Charles Hunt was born on March 29, 1900.
Charles, also known as ‘Chick’ Hunt, registered for the draft on September 12, 1918. He was then living with his mother, Mrs. Amelia Smith, at the foot of Jackson Street near Ferry Avenue in Camden’s Eighth Ward, and working as a wharf builder. When the Census was taken in January of 1920, he had married and was living with his wife Lavina in one of the many houses at the foot of Jasper Street, the area known as Liney Ditch. He was still working as a wharf builder, but around this time was also doing some professional boxing.
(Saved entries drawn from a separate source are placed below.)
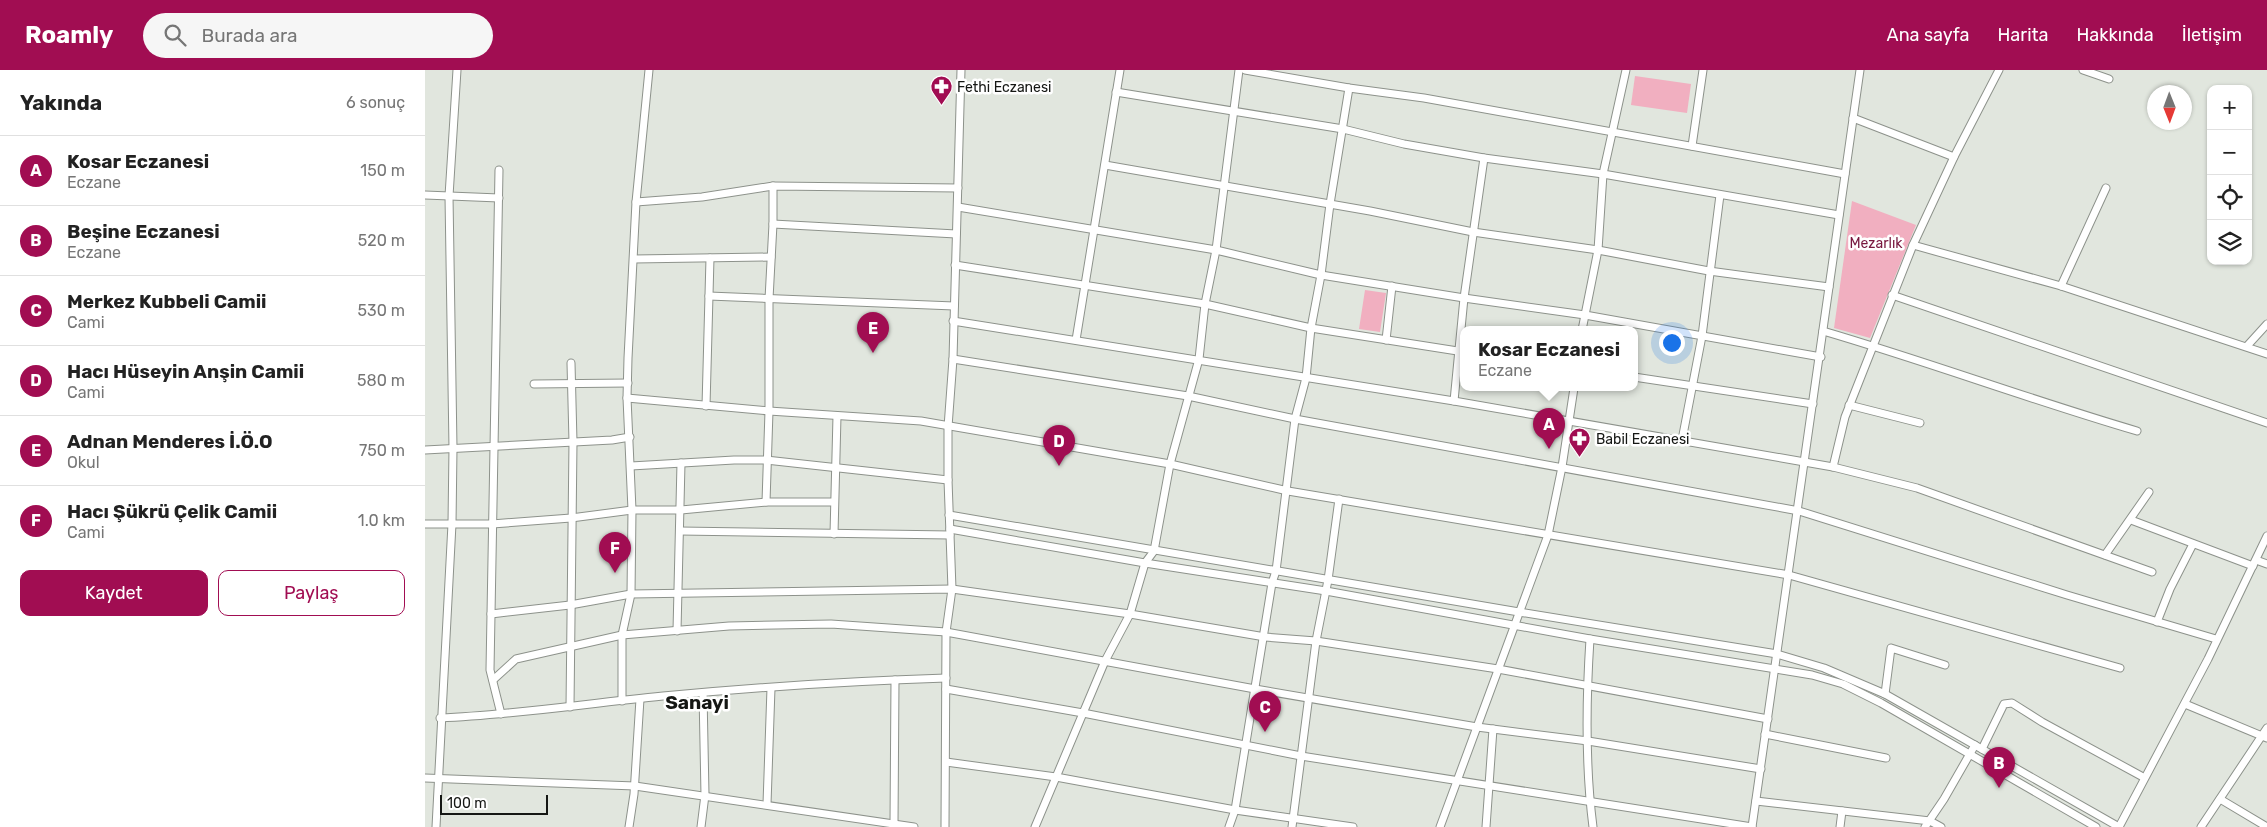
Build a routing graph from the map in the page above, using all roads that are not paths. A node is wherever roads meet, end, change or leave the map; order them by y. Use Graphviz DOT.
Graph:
graph roads {
  1 [pos="457,70"];
  2 [pos="649,70"];
  3 [pos="961,70"];
  4 [pos="1119,70"];
  5 [pos="1239,70"];
  6 [pos="1245,70"];
  7 [pos="1626,70"];
  8 [pos="1703,70"];
  9 [pos="1860,70"];
  10 [pos="1999,70"];
  11 [pos="2083,70"];
  12 [pos="2109,78"];
  13 [pos="1349,88"];
  14 [pos="1116,92"];
  15 [pos="1233,110"];
  16 [pos="1853,118"];
  17 [pos="1343,129"];
  18 [pos="1613,133"];
  19 [pos="1691,146"];
  20 [pos="1955,157"];
  21 [pos="1484,158"];
  22 [pos="1105,165"];
  23 [pos="499,170"];
  24 [pos="1603,174"];
  25 [pos="1845,174"];
  26 [pos="773,186"];
  27 [pos="1223,186"];
  28 [pos="958,188"];
  29 [pos="2106,188"];
  30 [pos="425,195"];
  31 [pos="1720,195"];
  32 [pos="449,196"];
  33 [pos="499,198"];
  34 [pos="636,202"];
  35 [pos="1329,204"];
  36 [pos="958,207"];
  37 [pos="1839,215"];
  38 [pos="773,224"];
  39 [pos="1095,230"];
  40 [pos="1473,232"];
  41 [pos="956,234"];
  42 [pos="1913,245"];
  43 [pos="1216,250"];
  44 [pos="1598,250"];
  45 [pos="771,257"];
  46 [pos="711,258"];
  47 [pos="634,259"];
  48 [pos="955,266"];
  49 [pos="1709,271"];
  50 [pos="1321,275"];
  51 [pos="1085,285"];
  52 [pos="1392,286"];
  53 [pos="2061,286"];
  54 [pos="1829,287"];
  55 [pos="1892,295"];
  56 [pos="709,296"];
  57 [pos="1464,298"];
  58 [pos="769,299"];
  59 [pos="1205,304"];
  60 [pos="954,306"];
  61 [pos="1585,315"];
  62 [pos="953,321"];
  63 [pos="2267,324"];
  64 [pos="1462,326"];
  65 [pos="1583,326"];
  66 [pos="1311,328"];
  67 [pos="1823,331"];
  68 [pos="1702,336"];
  69 [pos="1077,340"];
  70 [pos="1386,340"];
  71 [pos="1872,345"];
  72 [pos="2247,346"];
  73 [pos="1460,352"];
  74 [pos="2267,354"];
  75 [pos="1821,357"];
  76 [pos="1460,358"];
  77 [pos="953,359"];
  78 [pos="1199,359"];
  79 [pos="571,363"];
  80 [pos="1306,378"];
  81 [pos="1638,379"];
  82 [pos="571,382"];
  83 [pos="627,383"];
  84 [pos="534,384"];
  85 [pos="1691,388"];
  86 [pos="1574,391"];
  87 [pos="1188,396"];
  88 [pos="627,398"];
  89 [pos="1453,401"];
  90 [pos="1813,404"];
  91 [pos="1849,405"];
  92 [pos="706,406"];
  93 [pos="769,411"];
  94 [pos="837,416"];
  95 [pos="1295,419"];
  96 [pos="1569,421"];
  97 [pos="1920,423"];
  98 [pos="2267,423"];
  99 [pos="948,427"];
  100 [pos="2137,430"];
  101 [pos="630,437"];
  102 [pos="1682,440"];
  103 [pos="573,442"];
  104 [pos="495,446"];
  105 [pos="453,448"];
  106 [pos="425,450"];
  107 [pos="766,460"];
  108 [pos="681,463"];
  109 [pos="1805,463"];
  110 [pos="1170,464"];
  111 [pos="631,466"];
  112 [pos="1562,467"];
  113 [pos="1833,467"];
  114 [pos="835,468"];
  115 [pos="948,480"];
  116 [pos="1288,491"];
  117 [pos="2149,492"];
  118 [pos="1339,499"];
  119 [pos="765,502"];
  120 [pos="834,502"];
  121 [pos="632,510"];
  122 [pos="681,510"];
  123 [pos="1799,511"];
  124 [pos="949,515"];
  125 [pos="571,518"];
  126 [pos="2131,520"];
  127 [pos="425,524"];
  128 [pos="452,524"];
  129 [pos="492,524"];
  130 [pos="680,531"];
  131 [pos="950,532"];
  132 [pos="834,534"];
  133 [pos="1548,535"];
  134 [pos="2267,536"];
  135 [pos="2193,544"];
  136 [pos="1154,551"];
  137 [pos="2105,555"];
  138 [pos="1145,563"];
  139 [pos="2254,563"];
  140 [pos="2267,564"];
  141 [pos="1276,571"];
  142 [pos="2152,572"];
  143 [pos="1789,575"];
  144 [pos="1328,580"];
  145 [pos="1272,583"];
  146 [pos="951,589"];
  147 [pos="1326,591"];
  148 [pos="678,592"];
  149 [pos="631,594"];
  150 [pos="570,605"];
  151 [pos="1519,612"];
  152 [pos="491,614"];
  153 [pos="1130,614"];
  154 [pos="2157,622"];
  155 [pos="1515,624"];
  156 [pos="677,631"];
  157 [pos="946,632"];
  158 [pos="622,635"];
  159 [pos="1265,637"];
  160 [pos="1590,639"];
  161 [pos="2216,639"];
  162 [pos="1316,641"];
  163 [pos="570,648"];
  164 [pos="1777,654"];
  165 [pos="1105,661"];
  166 [pos="1945,665"];
  167 [pos="2120,668"];
  168 [pos="1498,669"];
  169 [pos="1775,669"];
  170 [pos="946,678"];
  171 [pos="493,680"];
  172 [pos="895,680"];
  173 [pos="1587,687"];
  174 [pos="771,688"];
  175 [pos="946,689"];
  176 [pos="1255,689"];
  177 [pos="703,693"];
  178 [pos="1885,694"];
  179 [pos="1308,698"];
  180 [pos="640,699"];
  181 [pos="623,701"];
  182 [pos="2185,704"];
  183 [pos="570,707"];
  184 [pos="1083,713"];
  185 [pos="501,714"];
  186 [pos="440,718"];
  187 [pos="1768,719"];
  188 [pos="1477,727"];
  189 [pos="2267,728"];
  190 [pos="1493,729"];
  191 [pos="1765,734"];
  192 [pos="2264,737"];
  193 [pos="1588,741"];
  194 [pos="1245,745"];
  195 [pos="1979,747"];
  196 [pos="1970,754"];
  197 [pos="1301,756"];
  198 [pos="1886,758"];
  199 [pos="946,762"];
  200 [pos="1761,769"];
  201 [pos="1056,777"];
  202 [pos="2143,777"];
  203 [pos="425,778"];
  204 [pos="438,778"];
  205 [pos="1457,780"];
  206 [pos="635,786"];
  207 [pos="1490,786"];
  208 [pos="705,795"];
  209 [pos="2220,799"];
  210 [pos="1590,801"];
  211 [pos="1756,801"];
  212 [pos="767,804"];
  213 [pos="1235,810"];
  214 [pos="1842,811"];
  215 [pos="1294,819"];
  216 [pos="895,824"];
  217 [pos="1927,824"];
  218 [pos="436,827"];
  219 [pos="629,827"];
  220 [pos="701,827"];
  221 [pos="914,827"];
  222 [pos="945,827"];
  223 [pos="1035,827"];
  224 [pos="1229,827"];
  225 [pos="1292,827"];
  226 [pos="1353,827"];
  227 [pos="1439,827"];
  228 [pos="1486,827"];
  229 [pos="1593,827"];
  230 [pos="1752,827"];
  231 [pos="1840,827"];
  232 [pos="1941,827"];
  233 [pos="2096,827"];
  234 [pos="2119,827"];
  235 [pos="2201,827"];
  236 [pos="2267,827"];
  1 -- 32 [label="street"];
  2 -- 34 [label="street"];
  3 -- 28 [label="street"];
  4 -- 14 [label="street"];
  5 -- 15 [label="street"];
  6 -- 13 [label="street"];
  7 -- 18 [label="street"];
  8 -- 19 [label="street"];
  9 -- 16 [label="street"];
  10 -- 20 [label="street"];
  11 -- 12 [label="street"];
  13 -- 17 [label="street"];
  13 -- 18 [label="street"];
  14 -- 15 [label="street"];
  14 -- 22 [label="street"];
  15 -- 17 [label="street"];
  15 -- 27 [label="street"];
  16 -- 20 [label="street"];
  16 -- 25 [label="street"];
  17 -- 21 [label="street"];
  17 -- 35 [label="street"];
  18 -- 19 [label="street"];
  18 -- 24 [label="street"];
  19 -- 25 [label="street"];
  20 -- 42 [label="street"];
  21 -- 24 [label="street"];
  21 -- 40 [label="street"];
  22 -- 27 [label="street"];
  22 -- 39 [label="street"];
  23 -- 33 [label="street"];
  24 -- 31 [label="street"];
  24 -- 44 [label="street"];
  25 -- 37 [label="street"];
  26 -- 28 [label="street"];
  26 -- 34 [label="street"];
  26 -- 38 [label="street"];
  27 -- 35 [label="street"];
  27 -- 43 [label="street"];
  28 -- 36 [label="street"];
  29 -- 53 [label="street"];
  30 -- 32 [label="street"];
  31 -- 37 [label="street"];
  31 -- 49 [label="street"];
  32 -- 33 [label="street"];
  32 -- 105 [label="street"];
  33 -- 104 [label="street"];
  34 -- 47 [label="street"];
  35 -- 40 [label="street"];
  35 -- 50 [label="street"];
  36 -- 39 [label="street"];
  36 -- 41 [label="street"];
  37 -- 54 [label="street"];
  38 -- 41 [label="street"];
  38 -- 45 [label="street"];
  39 -- 43 [label="street"];
  39 -- 51 [label="street"];
  40 -- 44 [label="street"];
  40 -- 57 [label="street"];
  41 -- 48 [label="street"];
  42 -- 53 [label="street"];
  42 -- 55 [label="street"];
  43 -- 50 [label="street"];
  43 -- 59 [label="street"];
  44 -- 49 [label="street"];
  44 -- 61 [label="street"];
  45 -- 46 [label="street"];
  45 -- 58 [label="street"];
  46 -- 47 [label="street"];
  46 -- 56 [label="street"];
  47 -- 83 [label="street"];
  48 -- 51 [label="street"];
  48 -- 60 [label="street"];
  49 -- 54 [label="street"];
  49 -- 68 [label="street"];
  50 -- 52 [label="street"];
  50 -- 66 [label="street"];
  51 -- 59 [label="street"];
  51 -- 69 [label="street"];
  52 -- 57 [label="street"];
  52 -- 70 [label="street"];
  53 -- 72 [label="street"];
  54 -- 67 [label="street"];
  55 -- 71 [label="street"];
  55 -- 98 [label="street"];
  56 -- 58 [label="street"];
  56 -- 92 [label="street"];
  57 -- 61 [label="street"];
  57 -- 64 [label="street"];
  58 -- 60 [label="street"];
  58 -- 93 [label="street"];
  59 -- 66 [label="street"];
  59 -- 78 [label="street"];
  60 -- 62 [label="street"];
  61 -- 65 [label="street"];
  61 -- 68 [label="street"];
  62 -- 69 [label="street"];
  62 -- 77 [label="street"];
  63 -- 72 [label="street"];
  66 -- 70 [label="street"];
  66 -- 80 [label="street"];
  67 -- 71 [label="street"];
  67 -- 75 [label="street"];
  68 -- 75 [label="street"];
  68 -- 85 [label="street"];
  69 -- 78 [label="street"];
  70 -- 73 [label="street"];
  71 -- 91 [label="street"];
  71 -- 100 [label="street"];
  72 -- 74 [label="street"];
  75 -- 90 [label="street"];
  76 -- 89 [label="street"];
  77 -- 87 [label="street"];
  77 -- 99 [label="street"];
  78 -- 80 [label="street"];
  78 -- 87 [label="street"];
  79 -- 82 [label="street"];
  80 -- 89 [label="street"];
  80 -- 95 [label="street"];
  81 -- 85 [label="street"];
  82 -- 83 [label="street"];
  82 -- 84 [label="street"];
  82 -- 103 [label="street"];
  83 -- 88 [label="street"];
  85 -- 90 [label="street"];
  85 -- 102 [label="street"];
  86 -- 96 [label="street"];
  87 -- 95 [label="street"];
  87 -- 110 [label="street"];
  88 -- 92 [label="street"];
  88 -- 101 [label="street"];
  89 -- 96 [label="street"];
  90 -- 109 [label="street"];
  91 -- 97 [label="street"];
  91 -- 113 [label="street"];
  92 -- 93 [label="street"];
  93 -- 94 [label="street"];
  93 -- 107 [label="street"];
  94 -- 99 [label="street"];
  94 -- 114 [label="street"];
  95 -- 112 [label="street"];
  95 -- 116 [label="street"];
  96 -- 102 [label="street"];
  96 -- 112 [label="street"];
  99 -- 110 [label="street"];
  99 -- 115 [label="street"];
  101 -- 103 [label="street"];
  101 -- 111 [label="street"];
  102 -- 109 [label="street"];
  103 -- 104 [label="street"];
  103 -- 125 [label="street"];
  104 -- 105 [label="street"];
  104 -- 129 [label="street"];
  105 -- 106 [label="street"];
  105 -- 128 [label="street"];
  107 -- 108 [label="street"];
  107 -- 114 [label="street"];
  107 -- 119 [label="street"];
  108 -- 111 [label="street"];
  108 -- 122 [label="street"];
  109 -- 113 [label="street"];
  109 -- 123 [label="street"];
  110 -- 116 [label="street"];
  110 -- 136 [label="street"];
  111 -- 121 [label="street"];
  112 -- 123 [label="street"];
  112 -- 133 [label="street"];
  113 -- 137 [label="street"];
  114 -- 115 [label="street"];
  114 -- 120 [label="street"];
  115 -- 124 [label="street"];
  116 -- 118 [label="street"];
  116 -- 141 [label="street"];
  117 -- 126 [label="street"];
  118 -- 133 [label="street"];
  118 -- 144 [label="street"];
  119 -- 120 [label="street"];
  119 -- 122 [label="street"];
  120 -- 132 [label="street"];
  121 -- 122 [label="street"];
  121 -- 125 [label="street"];
  121 -- 149 [label="street"];
  122 -- 130 [label="street"];
  123 -- 143 [label="street"];
  123 -- 154 [label="street"];
  124 -- 131 [label="street"];
  124 -- 136 [label="street"];
  125 -- 129 [label="street"];
  125 -- 150 [label="street"];
  126 -- 135 [label="street"];
  126 -- 137 [label="street"];
  127 -- 128 [label="street"];
  128 -- 129 [label="street"];
  128 -- 186 [label="street"];
  129 -- 152 [label="street"];
  130 -- 132 [label="street"];
  130 -- 148 [label="street"];
  131 -- 132 [label="street"];
  131 -- 138 [label="street"];
  131 -- 146 [label="street"];
  133 -- 143 [label="street"];
  133 -- 151 [label="street"];
  134 -- 139 [label="street"];
  135 -- 139 [label="street"];
  135 -- 154 [label="street"];
  136 -- 138 [label="street"];
  136 -- 141 [label="street"];
  137 -- 142 [label="street"];
  138 -- 145 [label="street"];
  138 -- 153 [label="street"];
  139 -- 140 [label="street"];
  139 -- 161 [label="street"];
  141 -- 144 [label="street"];
  141 -- 145 [label="street"];
  143 -- 164 [label="street"];
  143 -- 167 [label="street"];
  144 -- 147 [label="street"];
  144 -- 151 [label="street"];
  145 -- 147 [label="street"];
  145 -- 159 [label="street"];
  146 -- 148 [label="street"];
  146 -- 153 [label="street"];
  146 -- 157 [label="street"];
  147 -- 155 [label="street"];
  147 -- 162 [label="street"];
  148 -- 149 [label="street"];
  148 -- 156 [label="street"];
  149 -- 150 [label="street"];
  149 -- 158 [label="street"];
  150 -- 152 [label="street"];
  150 -- 163 [label="street"];
  151 -- 155 [label="street"];
  151 -- 164 [label="street"];
  152 -- 171 [label="street"];
  153 -- 159 [label="street"];
  153 -- 165 [label="street"];
  154 -- 161 [label="street"];
  155 -- 160 [label="street"];
  155 -- 168 [label="street"];
  156 -- 157 [label="street"];
  156 -- 158 [label="street"];
  157 -- 165 [label="street"];
  157 -- 170 [label="street"];
  158 -- 163 [label="street"];
  158 -- 181 [label="street"];
  159 -- 162 [label="street"];
  159 -- 176 [label="street"];
  160 -- 169 [label="street"];
  160 -- 173 [label="street"];
  161 -- 182 [label="street"];
  162 -- 168 [label="street"];
  162 -- 179 [label="street"];
  163 -- 171 [label="street"];
  163 -- 183 [label="street"];
  164 -- 169 [label="street"];
  164 -- 178 [label="street"];
  165 -- 176 [label="street"];
  165 -- 184 [label="street"];
  166 -- 178 [label="street"];
  168 -- 173 [label="street"];
  168 -- 188 [label="street"];
  169 -- 187 [label="street"];
  169 -- 196 [label="street"];
  170 -- 172 [label="street"];
  170 -- 175 [label="street"];
  171 -- 185 [label="street"];
  172 -- 174 [label="street"];
  172 -- 216 [label="street"];
  173 -- 187 [label="street"];
  173 -- 193 [label="street"];
  174 -- 177 [label="street"];
  174 -- 212 [label="street"];
  175 -- 184 [label="street"];
  175 -- 199 [label="street"];
  176 -- 179 [label="street"];
  176 -- 194 [label="street"];
  177 -- 180 [label="street"];
  177 -- 208 [label="street"];
  178 -- 195 [label="street"];
  179 -- 188 [label="street"];
  179 -- 197 [label="street"];
  180 -- 181 [label="street"];
  180 -- 206 [label="street"];
  181 -- 183 [label="street"];
  182 -- 192 [label="street"];
  182 -- 202 [label="street"];
  183 -- 185 [label="street"];
  184 -- 194 [label="street"];
  184 -- 201 [label="street"];
  185 -- 186 [label="street"];
  186 -- 204 [label="street"];
  187 -- 191 [label="street"];
  188 -- 190 [label="street"];
  188 -- 205 [label="street"];
  189 -- 192 [label="street"];
  190 -- 193 [label="street"];
  190 -- 207 [label="street"];
  191 -- 198 [label="street"];
  191 -- 200 [label="street"];
  192 -- 209 [label="street"];
  193 -- 200 [label="street"];
  193 -- 210 [label="street"];
  194 -- 197 [label="street"];
  194 -- 213 [label="street"];
  195 -- 196 [label="street"];
  195 -- 202 [label="street"];
  195 -- 234 [label="street"];
  196 -- 217 [label="street"];
  196 -- 233 [label="street"];
  197 -- 205 [label="street"];
  197 -- 215 [label="street"];
  199 -- 201 [label="street"];
  199 -- 222 [label="street"];
  200 -- 211 [label="street"];
  201 -- 213 [label="street"];
  201 -- 223 [label="street"];
  202 -- 234 [label="street"];
  203 -- 204 [label="street"];
  204 -- 206 [label="street"];
  204 -- 218 [label="street"];
  205 -- 207 [label="street"];
  205 -- 227 [label="street"];
  206 -- 208 [label="street"];
  206 -- 219 [label="street"];
  207 -- 210 [label="street"];
  207 -- 228 [label="street"];
  208 -- 212 [label="street"];
  208 -- 220 [label="street"];
  209 -- 235 [label="street"];
  209 -- 236 [label="street"];
  210 -- 229 [label="street"];
  210 -- 230 [label="street"];
  211 -- 214 [label="street"];
  211 -- 230 [label="street"];
  212 -- 216 [label="street"];
  213 -- 215 [label="street"];
  213 -- 224 [label="street"];
  214 -- 217 [label="street"];
  214 -- 231 [label="street"];
  215 -- 225 [label="street"];
  215 -- 226 [label="street"];
  216 -- 221 [label="street"];
  217 -- 232 [label="street"];
}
Chick Hunt’s younger brother George, then 14, was living with him, as was a boarder, Thomas Reed, who worked as a ship’s cook.
By 1924 Chick and Livina Hunt seem to have parted company. The City Directory for that year and the 1927 Camden City Directory show him working as a machinist and living at 1901 Broadway. Accounts of the day state that he was somewhat of a ladies man, and it is possible that his activities led to the shooting of Joseph Cimini at the Sixth Ward Republican Club on Broadway in January of 1928. Things apparently got a bit to “hot” in Camden for Chick Hunt after this, and he appears to have left Camden for awhile. He is not listed in the 1929 City Directory or the 1930 Census in Camden.
By December of 1945 Chick Hunt had returned to Camden. He was still engaged in some extra-curricular activity, which led to his arrest in November of 1945 and indictment on December 1st of that year in Gloucester County.
Chick Hunt died in April of 1970. According to the Social Security Death Index he was still living in Camden at that time.